自民党の党勢拡大 党員100万人超え党大会
青年・女性ら前日行事が充実
自民党は長期政権時代を築きつつある。これは「安倍晋三首相の」と言い換え得るかも知れない。党大会(第84回、3月5日)特集だった同党機関紙「自由民主」3月14日号の4面片隅に、総裁任期3期とする総裁公選規程改正要綱、これに伴い役員任期を3期とする党則改正要綱が載った。
1面の見出しは「新たな国づくりに向け結束を」「強靭な党組織の構築に総力」など。昨年は参院選の年で党大会が決起集会となり、「民共共闘」への批判を強く打ち出していたが、結果は「27年ぶり、参議院単独過半数回復」(2面、二階俊博幹事長党務報告=見出し)となった。
今年のトピックは総裁任期「連続3期9年」と、「8年ぶりに党員数が100万人を超えたこと」だ。党員100万突破については1面のほか、2面の二階幹事長党務報告、「わが党党員数4年連続で増加」、4面「全国幹事長会議/平成28年党員数100万人の大台突破」の4本の記事で触れている。
このうち「…4年連続で増加」の記事は、「わが党の平成28年党員数は対前年比5・7%、約5万7千人増の104万3790人となった。山口泰明組織運動本部長が2月28日の党役員連絡会で報告した。党員数は25年から4年連続で増加、100万人台を突破したのは8年ぶり。わが党は26年から『120万党員獲得運動』をスタートし、26年89万6984人、27年98万7182人と党勢を回復してきた」と報告している。
ちなみに「120万党員獲得運動」を打ち出したのは石破茂幹事長時代で、2013年末に78万人まで減らしていた。自民党は参議院比例代表区が拘束名簿方式だった時代(83~98年)は、党員獲得数が名簿順位を左右したことから党員数は一時500万人台に膨れ上がったことがある。派閥同士の熾烈(しれつ)な多数派工作が当時の背景だ。

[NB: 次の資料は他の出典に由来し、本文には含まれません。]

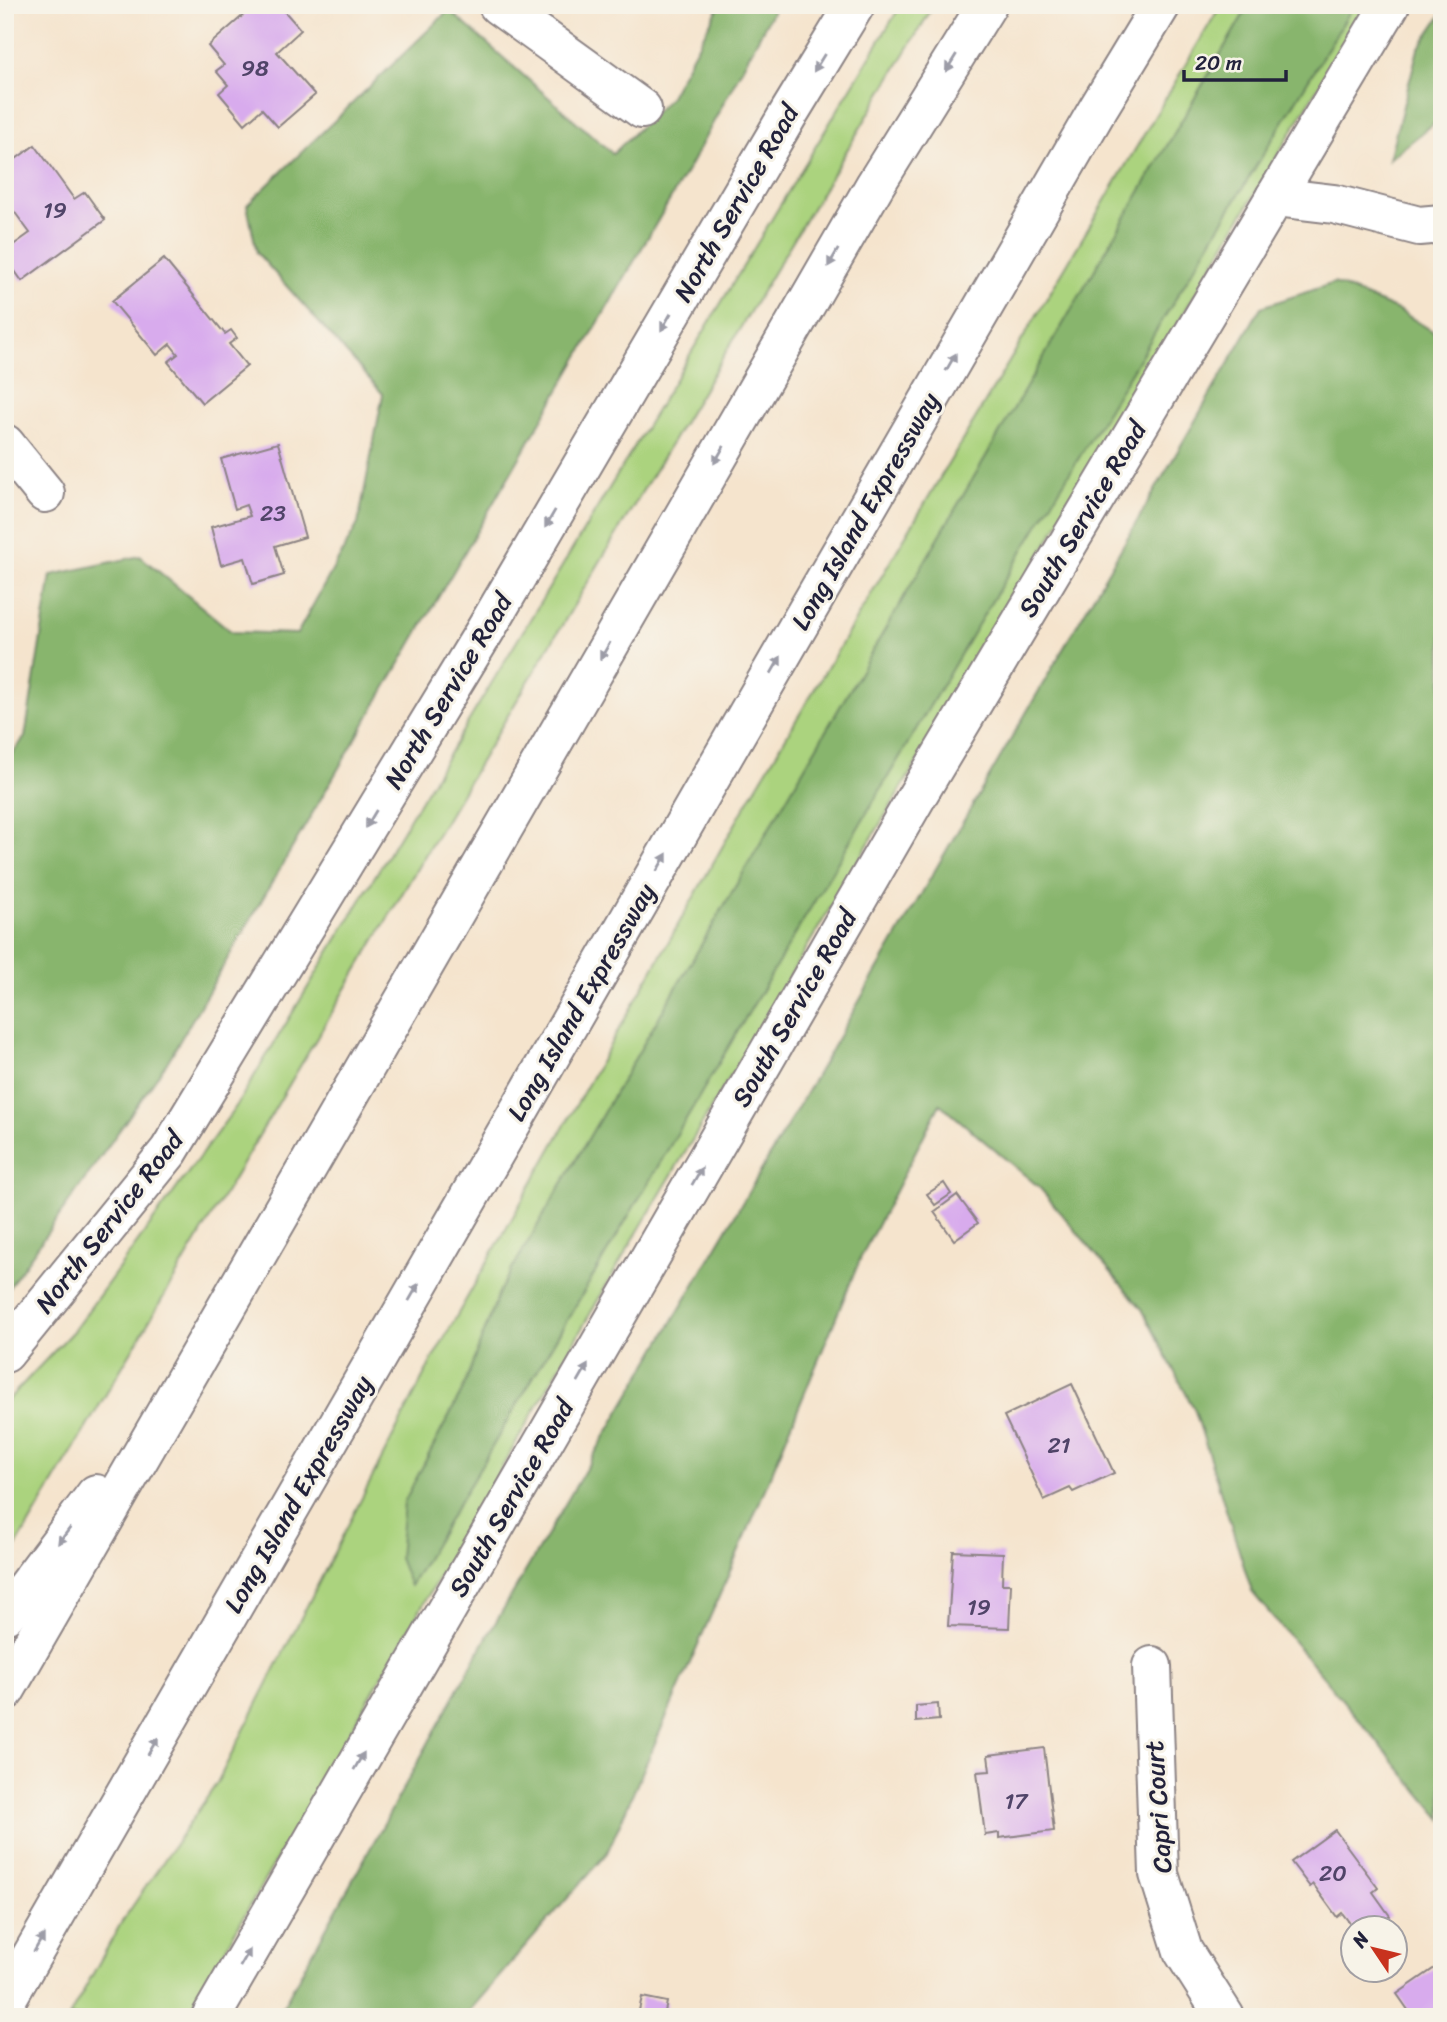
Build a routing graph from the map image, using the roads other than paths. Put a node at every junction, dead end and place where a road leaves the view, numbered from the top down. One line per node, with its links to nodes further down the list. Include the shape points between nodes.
1 (498, 5): 6 (main road)
2 (855, 5): 12 (main road, North Service Road, one-way to 12, via 486,629 169,1151)
3 (987, 5): 11 (main road, one-way to 11, via 869,197)
4 (1161, 5): 16 (main road, Long Island Expressway, one-way to 4)
5 (1390, 5): 7 (main road, South Service Road)
6 (642, 109)
7 (1275, 197): 8 (main road, via 1334,204 1419,226); 17 (main road, South Service Road, one-way to 7, via 917,796)
8 (1442, 224)
9 (5, 444): 10 (main road)
10 (45, 493)
11 (208, 1343): 13 (main road, one-way to 13); 15 (main road)
12 (5, 1353)
13 (5, 1615)
14 (1152, 1666): 18 (main road, Capri Court, via 1159,1874 1183,1951)
15 (5, 1691)
16 (5, 2002)
17 (211, 2017)
18 (1225, 2017)

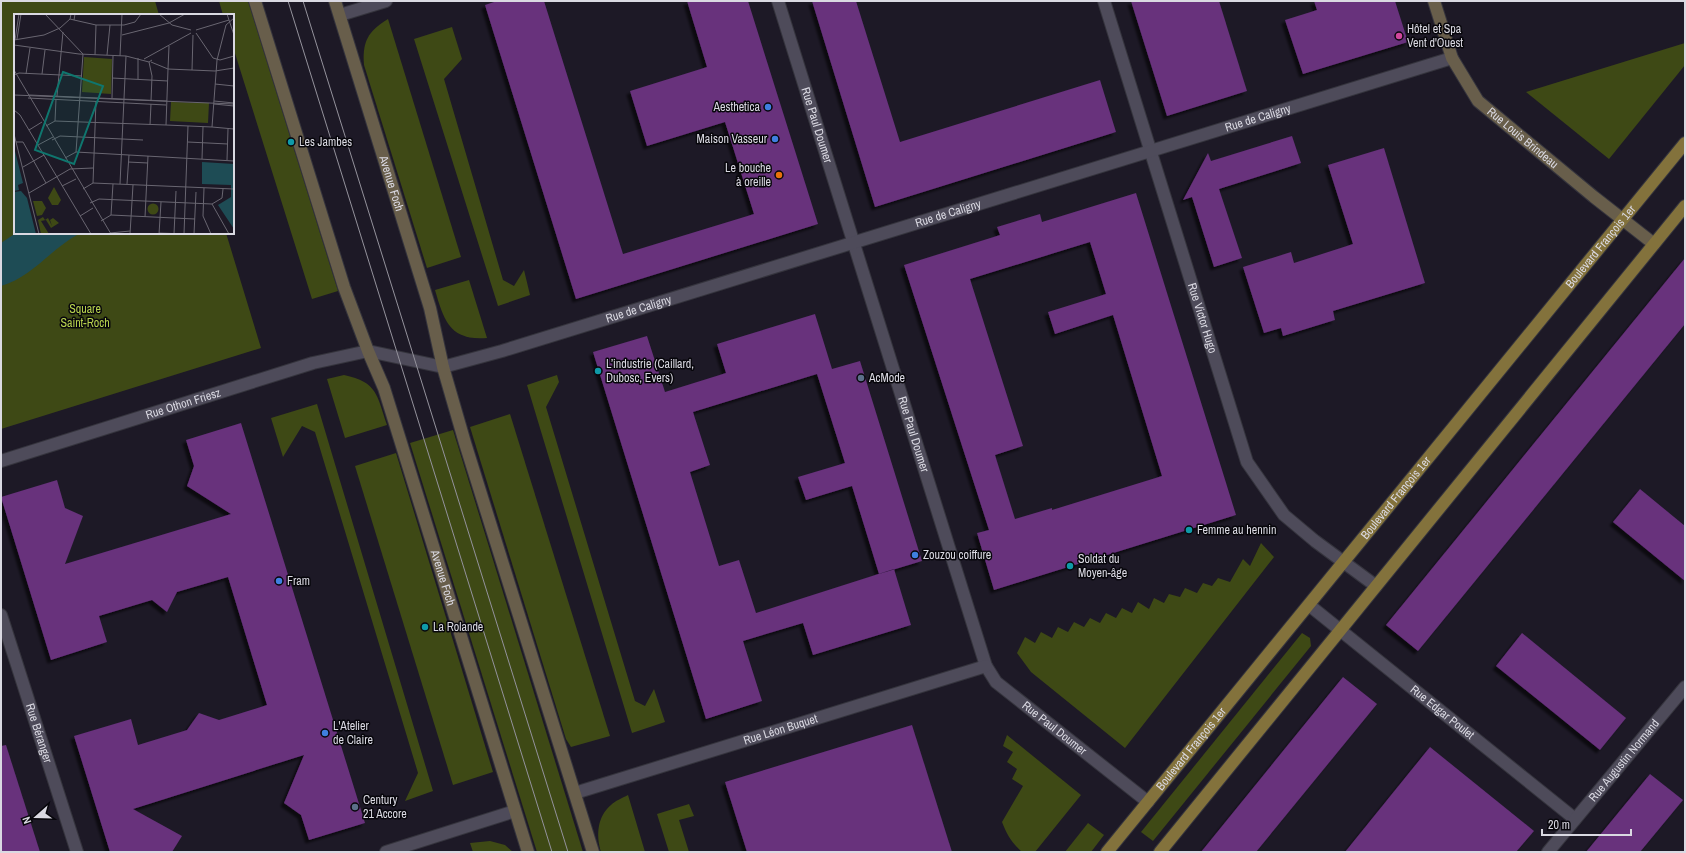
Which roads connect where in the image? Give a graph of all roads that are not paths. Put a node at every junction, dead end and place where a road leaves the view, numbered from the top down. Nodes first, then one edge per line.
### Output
1 (255, 1) edge
2 (335, 1) edge
3 (386, 1) edge
4 (778, 1) edge
5 (1104, 1) edge
6 (1434, 1) edge
7 (340, 15) junction
8 (1452, 58) junction
9 (1685, 143) edge
10 (1151, 151) junction
11 (1685, 206) edge
12 (1623, 220) junction
13 (853, 243) junction
14 (1654, 244) junction
15 (368, 351) junction
16 (443, 367) junction
17 (1, 461) edge
18 (1344, 562) junction
19 (1376, 586) junction
20 (1309, 605) junction
21 (1, 615) edge
22 (1340, 630) junction
23 (986, 666) junction
24 (1685, 687) edge
25 (575, 793) junction
26 (1148, 802) junction
27 (515, 811) junction
28 (1575, 819) junction
29 (77, 852) edge
30 (386, 852) edge
31 (528, 852) edge
32 (593, 852) edge
33 (1107, 852) edge
34 (1160, 852) edge
35 (1548, 852) edge

1 - 15 street, Avenue Foch
2 - 7 street, Avenue Foch
3 - 7 street
4 - 13 street, Rue Paul Doumer
5 - 10 street, Rue Victor Hugo
6 - 8 street, Rue Louis Brindeau
7 - 16 street, Avenue Foch
8 - 10 street, Rue de Caligny
8 - 12 street, Rue Louis Brindeau
9 - 12 main road, Boulevard François 1er
10 - 13 street, Rue de Caligny
10 - 18 street, Rue Victor Hugo
11 - 14 main road
12 - 14 street, Rue Louis Brindeau
12 - 18 main road, Boulevard François 1er
13 - 16 street, Rue de Caligny
13 - 23 street, Rue Paul Doumer
14 - 19 main road
15 - 16 street
15 - 17 street, Rue Othon Friesz
15 - 27 street, Avenue Foch
16 - 25 street, Avenue Foch
18 - 19 street, Rue Victor Hugo
18 - 20 main road, Boulevard François 1er
19 - 22 main road
20 - 22 street, Rue Edgar Poulet
20 - 26 main road, Boulevard François 1er
21 - 29 street, Rue Béranger
22 - 28 street, Rue Edgar Poulet
22 - 34 main road
23 - 25 street, Rue Léon Buquet
23 - 26 street, Rue Paul Doumer
24 - 28 street, Rue Augustin Normand
25 - 32 street, Avenue Foch
26 - 33 main road, Boulevard François 1er
27 - 30 street
27 - 31 street, Avenue Foch
28 - 35 street, Rue Augustin Normand

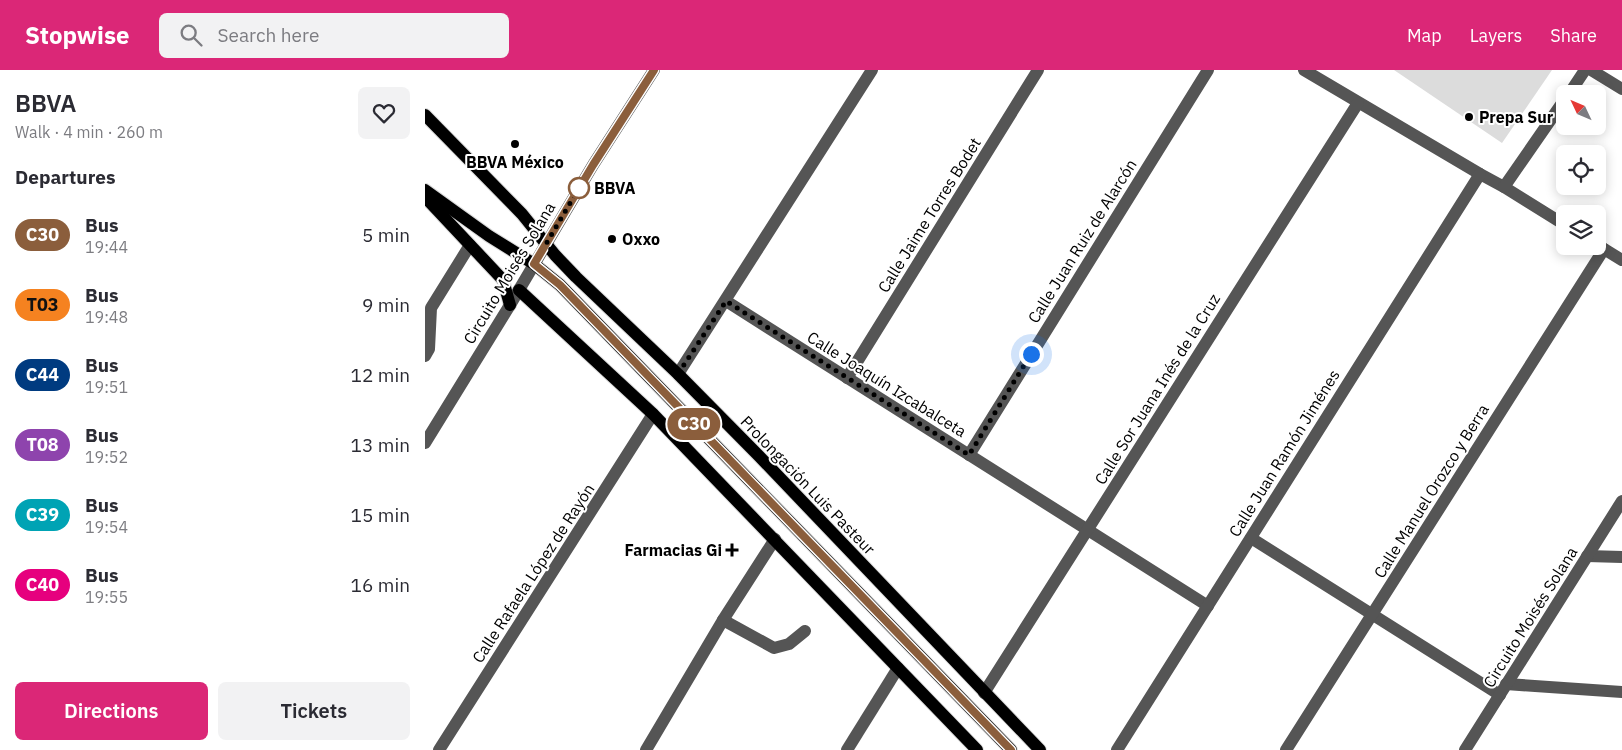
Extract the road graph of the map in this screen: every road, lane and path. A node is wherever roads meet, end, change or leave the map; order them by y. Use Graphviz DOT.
graph roads {
  1 [pos="654,70"];
  2 [pos="872,70"];
  3 [pos="1038,70"];
  4 [pos="1208,70"];
  5 [pos="1304,70"];
  6 [pos="1585,70"];
  7 [pos="1591,70"];
  8 [pos="1575,85"];
  9 [pos="1622,89"];
  10 [pos="1358,103"];
  11 [pos="1556,112"];
  12 [pos="425,115"];
  13 [pos="1479,174"];
  14 [pos="1504,187"];
  15 [pos="425,190"];
  16 [pos="425,197"];
  17 [pos="1556,219"];
  18 [pos="546,244"];
  19 [pos="470,245"];
  20 [pos="1606,250"];
  21 [pos="1596,255"];
  22 [pos="1622,260"];
  23 [pos="534,264"];
  24 [pos="519,290"];
  25 [pos="726,301"];
  26 [pos="510,305"];
  27 [pos="425,356"];
  28 [pos="678,374"];
  29 [pos="847,378"];
  30 [pos="653,414"];
  31 [pos="425,443"];
  32 [pos="969,455"];
  33 [pos="1622,501"];
  34 [pos="1088,530"];
  35 [pos="1251,538"];
  36 [pos="775,539"];
  37 [pos="1587,556"];
  38 [pos="1622,557"];
  39 [pos="1208,606"];
  40 [pos="1372,615"];
  41 [pos="723,620"];
  42 [pos="805,631"];
  43 [pos="898,668"];
  44 [pos="1503,690"];
  45 [pos="1622,692"];
  46 [pos="984,693"];
  47 [pos="445,748"];
  48 [pos="645,750"];
  49 [pos="847,750"];
  50 [pos="977,750"];
  51 [pos="1011,750"];
  52 [pos="1040,750"];
  53 [pos="1117,750"];
  54 [pos="1286,750"];
  55 [pos="1465,750"];
  1 -- 18 [label="street, Circuito Moisés Solana"];
  2 -- 25 [label="street"];
  3 -- 29 [label="street, Calle Jaime Torres Bodet"];
  4 -- 32 [label="street, Calle Juan Ruiz de Alarcón"];
  5 -- 10 [label="street"];
  6 -- 8 [label="street"];
  7 -- 9 [label="street"];
  10 -- 13 [label="street"];
  10 -- 34 [label="street, Calle Sor Juana Inés de la Cruz"];
  11 -- 14 [label="street"];
  12 -- 18 [label="main road, Prolongación Luis Pasteur"];
  13 -- 14 [label="street"];
  13 -- 35 [label="street, Calle Juan Ramón Jiménes"];
  14 -- 17 [label="street"];
  15 -- 23 [label="main road"];
  16 -- 19 [label="main road"];
  18 -- 23 [label="street, Circuito Moisés Solana"];
  18 -- 28 [label="main road, Prolongación Luis Pasteur"];
  19 -- 26 [label="main road"];
  19 -- 27 [label="street"];
  20 -- 22 [label="street"];
  21 -- 40 [label="street, Calle Manuel Orozco y Berra"];
  23 -- 24 [label="street, Circuito Moisés Solana"];
  23 -- 51 [label="main road"];
  24 -- 26 [label="street, Circuito Moisés Solana"];
  24 -- 30 [label="main road"];
  25 -- 28 [label="street"];
  25 -- 29 [label="street, Calle Joaquín Izcabalceta"];
  26 -- 31 [label="street, Circuito Moisés Solana"];
  28 -- 46 [label="main road, Prolongación Luis Pasteur"];
  29 -- 32 [label="street, Calle Joaquín Izcabalceta"];
  30 -- 36 [label="main road"];
  30 -- 47 [label="street, Calle Rafaela López de Rayón"];
  32 -- 34 [label="street, Calle Joaquín Izcabalceta"];
  33 -- 37 [label="street, Circuito Moisés Solana"];
  34 -- 39 [label="street, Calle Joaquín Izcabalceta"];
  34 -- 46 [label="street, Calle Sor Juana Inés de la Cruz"];
  35 -- 39 [label="street, Calle Juan Ramón Jiménes"];
  35 -- 40 [label="street"];
  36 -- 41 [label="street"];
  36 -- 43 [label="main road"];
  37 -- 38 [label="street"];
  37 -- 44 [label="street, Circuito Moisés Solana"];
  39 -- 53 [label="street, Calle Juan Ramón Jiménes"];
  40 -- 44 [label="street"];
  40 -- 54 [label="street, Calle Manuel Orozco y Berra"];
  41 -- 42 [label="street"];
  41 -- 48 [label="street"];
  43 -- 49 [label="street"];
  43 -- 50 [label="main road"];
  44 -- 45 [label="street"];
  44 -- 55 [label="street, Circuito Moisés Solana"];
  46 -- 52 [label="main road, Prolongación Luis Pasteur"];
}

党が主導して党員拡大が進んだのは新展開と言える。当初、「共産党のようだ」と党内に反発があった。党員拡大ノルマを達成しない支部に罰金が科せられた。しかし、参院選(13年)、衆院選(14年)、参院選(16年)と3度の国政選挙を同じ総理総裁の下で戦い、いずれも大勝し、内閣支持率が比較的高いことが各支部の国会議員(ないし候補者)、都道府県議、区市町村議が支持層から党員を獲得する順風となったことは間違いないだろう。
大会前日の4日に行われた「プレイベント」にAI(人工知能)をテーマとした政策セミナー、AIデモンストレーション、全国幹事長会議、青年部・青年局、女性局合同全国大会が行われた記事も載るが、大会当日前日の企画が充実してきている。
「プレイベント」に触れた記事には、「今回が7回目。わが党が野党時代に『一から出直そう。一緒に地域の中に入っていこう』」との新藤義孝衆院議員の発案で始まったという。今後は、長期政権の果実を得てどのような「新たな国づくり」となるかが問われる。